*** Opening THE RECORDS ***
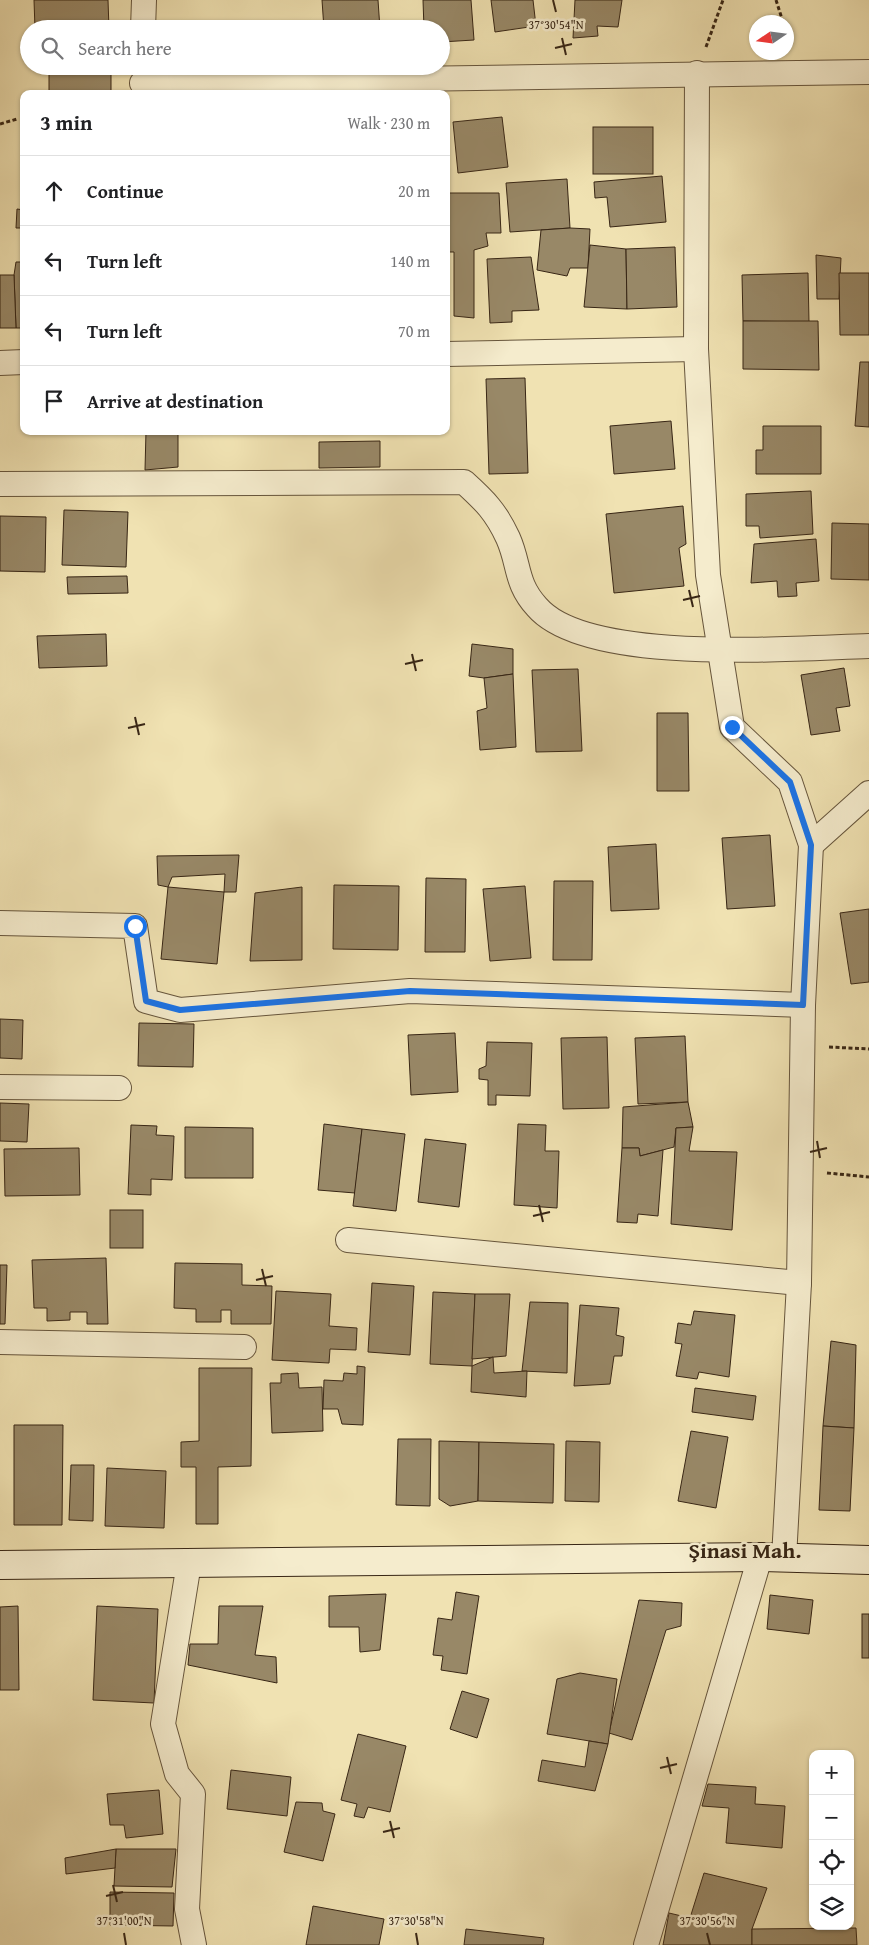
<!DOCTYPE html>
<meta charset="utf-8">
<style>
body{margin:0;font-family:"Gentium Book Plus",serif;background:#f2f2f2;color:#202124}
.controls{position:absolute;right:15px;bottom:15px;display:grid;overflow:hidden;border-radius:10px;box-shadow:0 1px 4px #0004}
.controls button{width:45px;height:45px;display:grid;place-items:center;padding:0;border:0;border-bottom:1px solid #e0e0e0;background:#fff;color:#202124;font:25px sans-serif}
.compass{position:absolute;left:749px;top:15px;width:45px;height:45px;border-radius:50%;background:#fff;box-shadow:0 1px 4px #0004;rotate:257deg}
.stop{position:absolute;width:15px;height:15px;margin:-11px;border:4px solid #1a73e8;border-radius:50%;background:#fff}
.stop.end{background:#1a73e8;border-color:#fff;box-shadow:0 1px 5px #0008}
.list{margin:0;padding:0;list-style:none}
h2{display:flex;justify-content:space-between;align-items:center;height:65px;margin:0;padding:0 20px;font-size:21px}
h2 small{font-size:16px;font-weight:400;color:#757577}
.list li{display:grid;grid-template-columns:32px 1fr auto;gap:15px;align-items:center;box-sizing:border-box;height:70px;padding:0 20px;border-top:1px solid #e0e0e0}
.list b{display:block;font-size:19px;white-space:nowrap}
.list em{font-size:16px;font-style:normal;color:#757577}
.icon{flex:none;width:28px;height:28px;fill:none;stroke:currentColor;stroke-width:2;stroke-linecap:round;stroke-linejoin:round}
.map{position:relative;flex:none;width:869px;height:1945px;overflow:hidden}
.search{position:absolute;background:#fff;box-shadow:0 1px 4px #0004;left:20px;top:20px;width:430px;height:55px;display:flex;align-items:center;gap:12px;box-sizing:border-box;padding:0 18px;border-radius:28px;color:#757577;font-size:19px}
.panel{position:absolute;background:#fff;box-shadow:0 1px 4px #0004;left:20px;top:90px;width:430px;height:345px;border-radius:10px}
.map>svg:first-child{display:block}
.building{fill:#988867;stroke:#382615}
.lines{fill:none;stroke-linecap:round;stroke-linejoin:round}
.street-casing{stroke:#66553c;stroke-width:26}
.secondary-casing{stroke:#382615;stroke-width:30}
.path{stroke:#382615;stroke-width:3;stroke-dasharray:4 2.5;stroke-linecap:butt}
.street{stroke:#f5eccd;stroke-width:24}
.secondary{stroke:#f5eccd;stroke-width:28}
.route{stroke:#1a73e8;stroke-width:6}
.ticks{fill:none;stroke:#382615;stroke-width:2}
.labels{text-anchor:middle;stroke-width:5;stroke-linejoin:round;paint-order:stroke}
.district-label{font-size:22px;font-weight:bold;fill:#382615;stroke:#f5eccd}
.ticks-label{font-size:12px;text-anchor:middle;fill:#382615;stroke:#f5eccd;stroke-width:5;stroke-linejoin:round;paint-order:stroke}
</style>
<div class="map">
<svg width="869" height="1945" viewBox="0 0 869 1945">
<rect width="100%" height="100%" fill="#f0e2b2"/>
<filter id="stains"><feTurbulence type="fractalNoise" baseFrequency=".004" numOctaves="4"/><feColorMatrix values="0 0 0 0 .2 0 0 0 0 .09 0 0 0 0 .02 0 0 0 .5 -.17"/></filter>
<radialGradient id="worn" r=".72"><stop offset=".6" stop-color="#630" stop-opacity="0"/><stop offset="1" stop-color="#630" stop-opacity=".3"/></radialGradient>
<g class="building">
<polygon points="34,0 108,0 109,29 35,29"/>
<polygon points="322,0 378,0 380,29 324,29"/>
<polygon points="423,0 471,0 474,40 441,42 441,29 424,29"/>
<polygon points="491,0 533,0 536,26 495,32"/>
<polygon points="575,0 622,0 618,27 597,26 598,36 573,38"/>
<rect x="49" y="66" width="62" height="28"/>
<polygon points="502,117 508,167 458,173 453,122"/>
<rect x="593" y="127" width="60" height="47"/>
<polygon points="662,176 666,222 610,227 607,197 595,198 594,182"/>
<polygon points="567,179 570,228 510,232 506,183"/>
<polygon points="446,193 499,193 501,233 486,233 488,246 474,250 474,318 454,316 454,252 446,252"/>
<polygon points="17,209 24,210 24,228 16,228"/>
<polygon points="570,228 590,229 588,268 570,268 567,276 537,270 541,230"/>
<polygon points="590,245 626,249 627,309 584,307"/>
<polygon points="675,247 677,307 627,309 626,249"/>
<polygon points="816,255 841,258 839,299 817,299"/>
<polygon points="531,257 539,310 512,311 512,322 490,323 487,259"/>
<polygon points="16,262 24,262 24,328 16,328 14,275"/>
<polygon points="808,273 809,322 743,321 742,275"/>
<polygon points="839,273 869,273 869,335 840,335"/>
<polygon points="0,275 14,275 16,328 0,328"/>
<polygon points="743,321 818,321 819,370 743,369"/>
<polygon points="860,362 869,362 869,427 855,426"/>
<polygon points="525,378 528,473 489,474 486,379"/>
<polygon points="671,421 675,469 614,474 610,426"/>
<polygon points="763,426 821,426 821,474 756,474 756,450 763,450"/>
<polygon points="146,431 178,431 178,467 145,470"/>
<polygon points="380,441 380,467 319,468 319,442"/>
<polygon points="811,491 813,534 760,538 759,526 746,526 746,494"/>
<polygon points="683,506 686,544 679,548 684,586 614,593 606,514"/>
<polygon points="64,510 128,512 126,567 62,565"/>
<polygon points="0,516 46,517 45,572 0,571"/>
<polygon points="832,523 869,524 869,580 831,579"/>
<polygon points="816,539 819,581 796,583 797,596 778,597 777,581 751,583 754,544"/>
<polygon points="127,576 128,593 68,594 67,577"/>
<polygon points="106,634 107,666 39,668 37,636"/>
<polygon points="472,644 513,649 513,674 484,678 469,676"/>
<polygon points="844,668 850,706 836,708 840,731 811,735 801,675"/>
<polygon points="578,669 582,751 536,752 532,670"/>
<polygon points="513,674 516,747 480,750 477,711 487,708 484,678"/>
<polygon points="657,713 688,713 689,791 657,791"/>
<polygon points="770,835 775,906 727,909 722,838"/>
<polygon points="656,844 659,909 611,911 608,847"/>
<polygon points="239,855 236,892 224,892 225,874 172,877 168,887 158,885 157,856"/>
<polygon points="426,878 466,879 465,952 425,952"/>
<polygon points="554,881 593,881 592,960 553,960"/>
<polygon points="334,885 399,886 398,950 333,949"/>
<polygon points="525,886 531,958 490,961 483,889"/>
<polygon points="168,887 224,892 217,964 161,959"/>
<polygon points="302,887 302,960 250,961 255,893"/>
<polygon points="869,909 869,982 851,984 840,913"/>
<polygon points="0,1019 23,1020 22,1059 0,1058"/>
<polygon points="139,1023 194,1024 193,1067 138,1066"/>
<polygon points="455,1033 458,1092 411,1095 408,1035"/>
<polygon points="685,1036 688,1102 638,1104 635,1038"/>
<polygon points="607,1037 609,1108 563,1109 561,1038"/>
<polygon points="487,1042 532,1043 530,1096 496,1095 496,1105 488,1105 488,1080 479,1079 479,1069 486,1066"/>
<polygon points="688,1102 693,1127 676,1128 674,1147 640,1156 639,1148 622,1148 623,1107"/>
<polygon points="0,1103 29,1104 27,1142 0,1141"/>
<polygon points="324,1124 362,1129 355,1193 318,1190"/>
<polygon points="518,1124 546,1125 545,1151 559,1151 557,1208 514,1205"/>
<polygon points="131,1125 157,1126 156,1135 174,1136 172,1180 151,1179 151,1195 128,1194"/>
<polygon points="185,1127 253,1128 253,1178 185,1178"/>
<polygon points="693,1127 689,1151 737,1152 732,1230 671,1224 676,1128"/>
<polygon points="362,1129 405,1134 396,1211 353,1206"/>
<polygon points="425,1139 466,1144 459,1207 418,1202"/>
<polygon points="79,1148 80,1195 5,1196 4,1149"/>
<polygon points="622,1148 639,1148 640,1156 663,1150 658,1216 638,1214 637,1223 617,1222"/>
<rect x="110" y="1210" width="33" height="38"/>
<polygon points="106,1258 108,1324 87,1324 87,1312 70,1312 70,1320 47,1321 47,1308 34,1308 32,1260"/>
<polygon points="175,1263 242,1264 242,1285 272,1286 271,1324 231,1324 231,1310 221,1310 221,1322 196,1322 196,1309 174,1308"/>
<polygon points="0,1265 7,1265 5,1324 0,1324"/>
<polygon points="372,1283 414,1286 410,1355 368,1352"/>
<polygon points="276,1291 331,1294 329,1326 357,1328 356,1350 330,1349 329,1363 272,1360"/>
<polygon points="433,1292 475,1294 472,1366 430,1364"/>
<polygon points="475,1294 510,1294 506,1356 472,1359"/>
<polygon points="530,1302 568,1303 567,1373 522,1371"/>
<polygon points="580,1305 619,1308 616,1335 624,1337 622,1356 614,1356 610,1384 574,1386"/>
<polygon points="694,1311 735,1315 729,1377 699,1372 697,1379 676,1376 682,1344 675,1343 678,1323 691,1325"/>
<polygon points="831,1341 856,1345 854,1428 823,1426"/>
<polygon points="493,1357 494,1373 527,1371 526,1397 471,1392 472,1366"/>
<polygon points="357,1366 365,1367 363,1425 342,1424 338,1409 323,1409 324,1380 343,1381 344,1373 357,1374"/>
<polygon points="199,1368 252,1368 251,1466 218,1467 218,1524 196,1524 196,1467 181,1467 181,1442 199,1441"/>
<polygon points="298,1373 299,1388 322,1387 323,1431 272,1433 270,1383 281,1383 281,1374"/>
<polygon points="695,1388 756,1396 753,1420 692,1412"/>
<polygon points="14,1425 63,1425 62,1525 14,1525"/>
<polygon points="823,1426 854,1428 850,1511 819,1510"/>
<polygon points="691,1431 728,1437 716,1508 678,1501"/>
<polygon points="398,1439 431,1439 430,1506 396,1505"/>
<polygon points="439,1441 479,1442 478,1501 450,1506 439,1499"/>
<polygon points="566,1441 600,1442 599,1502 565,1501"/>
<polygon points="479,1442 554,1444 553,1503 478,1501"/>
<polygon points="71,1465 94,1465 93,1521 69,1520"/>
<polygon points="107,1468 166,1471 164,1528 105,1526"/>
<polygon points="456,1592 479,1596 467,1674 441,1670 443,1656 433,1655 438,1618 452,1620"/>
<polygon points="386,1594 380,1650 360,1652 359,1627 329,1627 329,1596"/>
<polygon points="770,1595 813,1600 809,1634 767,1629"/>
<polygon points="639,1600 682,1603 681,1626 666,1630 632,1740 609,1733"/>
<polygon points="18,1606 19,1690 0,1690 0,1607"/>
<polygon points="97,1606 158,1609 154,1703 93,1700"/>
<polygon points="219,1606 263,1606 255,1655 276,1657 277,1683 188,1665 190,1644 218,1644"/>
<rect x="862" y="1614" width="7" height="44"/>
<polygon points="580,1673 617,1679 608,1744 547,1734 557,1679"/>
<polygon points="462,1691 489,1699 477,1738 450,1729"/>
<polygon points="358,1734 406,1746 390,1812 368,1807 364,1818 354,1816 357,1804 341,1800"/>
<polygon points="589,1741 608,1744 595,1791 538,1781 542,1760 585,1767"/>
<polygon points="231,1770 291,1777 287,1816 227,1809"/>
<polygon points="708,1784 756,1787 755,1804 785,1806 782,1848 726,1843 729,1808 702,1806"/>
<polygon points="159,1790 163,1834 126,1838 124,1825 110,1825 107,1794"/>
<polygon points="296,1802 322,1803 323,1811 335,1814 323,1861 284,1852"/>
<polygon points="116,1849 176,1849 172,1887 114,1886"/>
<polygon points="116,1849 115,1868 66,1874 65,1858"/>
<polygon points="704,1873 767,1888 752,1929 752,1945 663,1945 669,1913 690,1918"/>
<polygon points="110,1892 174,1893 173,1926 110,1925"/>
<polygon points="313,1906 384,1919 379,1945 306,1945"/>
<polygon points="856,1928 857,1945 752,1945 752,1929"/>
<polygon points="466,1929 544,1938 543,1945 464,1945"/>
</g>
<g class="lines">
<g class="street-casing">
<g id="street">
<polyline points="143,29 144,0"/>
<polyline points="697,73 696,349 708,575 732,727 790,782 811,845 803,1005 799,1283 784,1558"/>
<polyline points="142,83 869,72"/>
<polyline points="446,354 696,349"/>
<polyline points="0,363 24,362"/>
<path d="M 0,484 L 464,482 C 485,501 496,512 508,538 C 520,565 515,583 537,607 C 587,665 794,648 869,646"/>
<polyline points="811,845 869,793"/>
<polyline points="0,923 135,926 146,1001 180,1010 410,991 803,1005"/>
<polyline points="0,1087 119,1088"/>
<polyline points="348,1240 799,1283"/>
<polyline points="0,1342 244,1347"/>
<polyline points="189,1563 163,1724 177,1774 193,1794 187,1909 194,1945"/>
<polyline points="646,1945 760,1557"/>
</g>
</g>
<g class="secondary-casing">
<polyline id="secondary" points="0,1565 760,1557 869,1560"/>
</g>
<g class="path">
<polyline points="776,0 783,22"/>
<polyline points="786,32 791,46"/>
<polyline points="706,47 723,0"/>
<polyline points="0,124 17,119"/>
<polyline points="829,1047 869,1049"/>
<polyline points="827,1173 869,1177"/>
</g>
<use href="#street" class="street"/>
<use href="#secondary" class="secondary"/>
</g>
<g class="lines">
<polyline class="route" points="135,926 146,1001 180,1010 410,991 803,1005 811,845 790,782 732,727"/>
</g>
<path class="ticks" d="M 553,0 L 556,12M 562,38 L 566,55M 555,48 L 572,44M 689,590 L 693,607M 683,600 L 700,596M 412,654 L 416,671M 405,664 L 423,660M 135,717 L 139,735M 128,728 L 145,724M 817,1141 L 820,1158M 810,1152 L 827,1148M 539,1205 L 543,1222M 533,1216 L 550,1212M 262,1269 L 266,1286M 256,1280 L 273,1276M 667,1757 L 671,1774M 660,1768 L 677,1764M 390,1821 L 394,1838M 383,1832 L 400,1828M 113,1885 L 117,1902M 106,1896 L 123,1892M 124,1933 L 126,1945M 416,1933 L 418,1945M 707,1933 L 710,1945"/>
<g class="labels">
<g class="district-label">
<text x="745" y="1558">Şinasi Mah.</text>
</g>
</g>
<g class="ticks-label">
<text x="556" y="29">37°30'54"N</text>
<text x="124" y="1925">37°31'00"N</text>
<text x="416" y="1925">37°30'58"N</text>
<text x="707" y="1925">37°30'56"N</text>
</g>
<rect width="100%" height="100%" filter="url(#stains)"/>
<rect width="100%" height="100%" fill="url(#worn)"/>
</svg>
<div class="controls">
<button>+</button>
<button>−</button>
<button><svg class="icon" aria-label="locate" viewBox="0 0 24 24"><circle cx="12" cy="12" r="6"/><path d="M12 2v4M12 18v4M2 12h4M18 12h4"/></svg></button>
<button><svg class="icon" aria-label="layers" viewBox="0 0 24 24"><path d="M12 4l9 5-9 5-9-5zM3 14l9 5 9-5"/></svg></button>
</div>
<svg class="compass" viewBox="-18 -18 36 36"><path d="M0-13l5 13h-10z" fill="#e53935"/><path d="M0 13l5-13h-10z" fill="#757577"/></svg>
<div class="stop" style="left:135px;top:926px"></div>
<div class="stop end" style="left:732px;top:727px"></div>
<div class="search"><svg class="icon" aria-label="search" viewBox="0 0 24 24"><circle cx="10" cy="10" r="6"/><path d="M15 15l6 6"/></svg>Search here</div>
<section class="panel">
<h2>3 min<small>Walk · 230 m</small></h2>
<ul class="list">
<li><svg class="icon" aria-label="ahead" viewBox="0 0 24 24"><path d="M12 20V5M6 11l6-6 6 6"/></svg><div><b>Continue</b></div><em>20 m</em></li>
<li><svg class="icon" aria-label="left" viewBox="0 0 24 24"><path d="M17 20v-9H6M10 6l-5 5 5 5"/></svg><div><b>Turn left</b></div><em>140 m</em></li>
<li><svg class="icon" aria-label="left" viewBox="0 0 24 24"><path d="M17 20v-9H6M10 6l-5 5 5 5"/></svg><div><b>Turn left</b></div><em>70 m</em></li>
<li><svg class="icon" aria-label="arrive" viewBox="0 0 24 24"><path d="M6 21V4h12l-3 4 3 4H6"/></svg><div><b>Arrive at destination</b></div></li>
</ul>
</section>
</div>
*** Closing THE RECORDS ***
The answer must be every line from the records above that contains the word "href", copied in full.

<use href="#street" class="street"/>
<use href="#secondary" class="secondary"/>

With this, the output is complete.